Gus Lilur Bertemu Pionir Ekspor Rokok Madura, Mantapkan Mimpi Tembus Pasar Asia

Ukuran huruf
Print 0
Ilustrasi situasi diskusi para pengusaha rokok dan pionir rokok madura. (Ilustrasi: GKSBASRA.COM/ChatGPT)

PAMEKASAN, GKSBASRA.COM - HRM Khalilur R Abdullah Sahlawiy, yang akrab disapa Gus Lilur, menegaskan keseriusannya membangun industri rokok Madura berkelas internasional setelah bertemu dengan pionir ekspor rokok Madura yang selama ini dikenal sebagai satu-satunya eksportir rokok Madura legal ke pasar Asia dan Eropa.

Pertemuan tersebut bermula dari kegelisahan Gus Lilur atas keawamannya dalam proses ekspor rokok. Melalui perantara pejabat Bea Cukai, ia kemudian diperkenalkan dengan sosok pengusaha rokok berpengalaman yang telah lebih dulu menembus pasar global dengan produk rokok khas Madura.

“Saya ini jujur masih awam soal ekspor rokok. Dari situ saya dikenalkan oleh Bea Cukai kepada beliau, yang ternyata adalah pionir ekspor rokok Madura ke Asia dan Eropa, dan sampai hari ini masih satu-satunya yang ekspor secara legal,” ujar Gus Lilur kepada wartawan.

Pengusaha yang enggan dipublikasikan namanya itu diketahui berasal dari Lombok Timur, menikah dengan perempuan asal Madura, dan kini menetap di Pamekasan. Sementara fasilitas pabrik rokoknya beroperasi di dua wilayah, yakni Sumenep dan Pamekasan.

Dalam pertemuan tersebut, Gus Lilur mengaku memperoleh banyak wawasan strategis. Mulai dari karakter tembakau Madura, racikan saus rokok, manajemen pabrik, hingga tata kelola ekspor rokok yang sesuai regulasi nasional dan internasional.

“Dari beliau saya belajar banyak hal. Bukan cuma soal tembakau dan saus rokok, tapi juga bagaimana membangun pabrik rokok yang benar dan bagaimana ekspor itu dijalankan secara legal dan berkelanjutan,” tutur Gus Lilur.

Ia menyebut salah satu merek rokok yang telah berhasil dipasarkan di dalam negeri sekaligus diekspor adalah EXODUS. Produk tersebut dinilai menjadi bukti bahwa rokok Madura memiliki kualitas dan daya saing untuk masuk pasar internasional.

Dalam dialog yang berlangsung intens, Gus Lilur secara terbuka menyampaikan visi besarnya. Ia mengaku tidak ingin berhenti pada skala nasional, melainkan membidik pasar Asia secara serius.

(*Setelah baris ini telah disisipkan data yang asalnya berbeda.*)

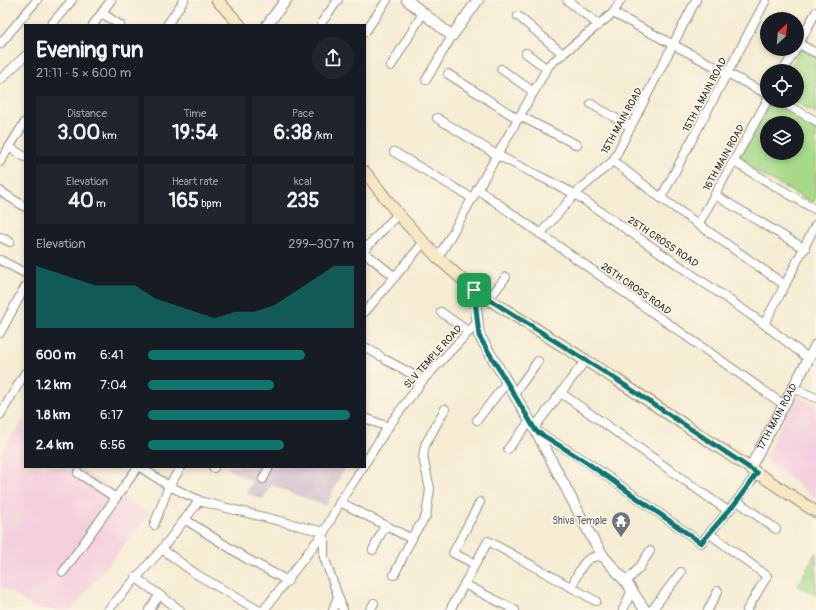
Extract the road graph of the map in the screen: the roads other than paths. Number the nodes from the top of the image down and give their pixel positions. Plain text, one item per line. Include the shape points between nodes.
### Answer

“Saya sampaikan mimpi saya secara jujur kepada beliau. Saya ingin menjadi pengusaha rokok terbesar di Asia, bukan hanya di Indonesia,” ungkap Gus Lilur.

Menurut Gus Lilur, sang pionir ekspor rokok Madura juga memaparkan kondisi riil industri rokok di Madura. Meski jumlah pabrik rokok cukup banyak, tidak semuanya mampu menembus pasar nasional, apalagi ekspor.

“Beliau bilang, pabrik rokok di Madura memang banyak, tapi yang bisa menembus pasar nasional saja tidak banyak, apalagi pasar ekspor. Ini soal kualitas, konsistensi, jaringan, dan legalitas,” jelasnya.

Diskusi semakin berkembang ketika Gus Lilur menceritakan bahwa dirinya telah memiliki jaringan pasar rokok yang eksis di sembilan negara Asia. Fakta tersebut disebut membuat mitra diskusinya cukup terkejut sekaligus tertarik.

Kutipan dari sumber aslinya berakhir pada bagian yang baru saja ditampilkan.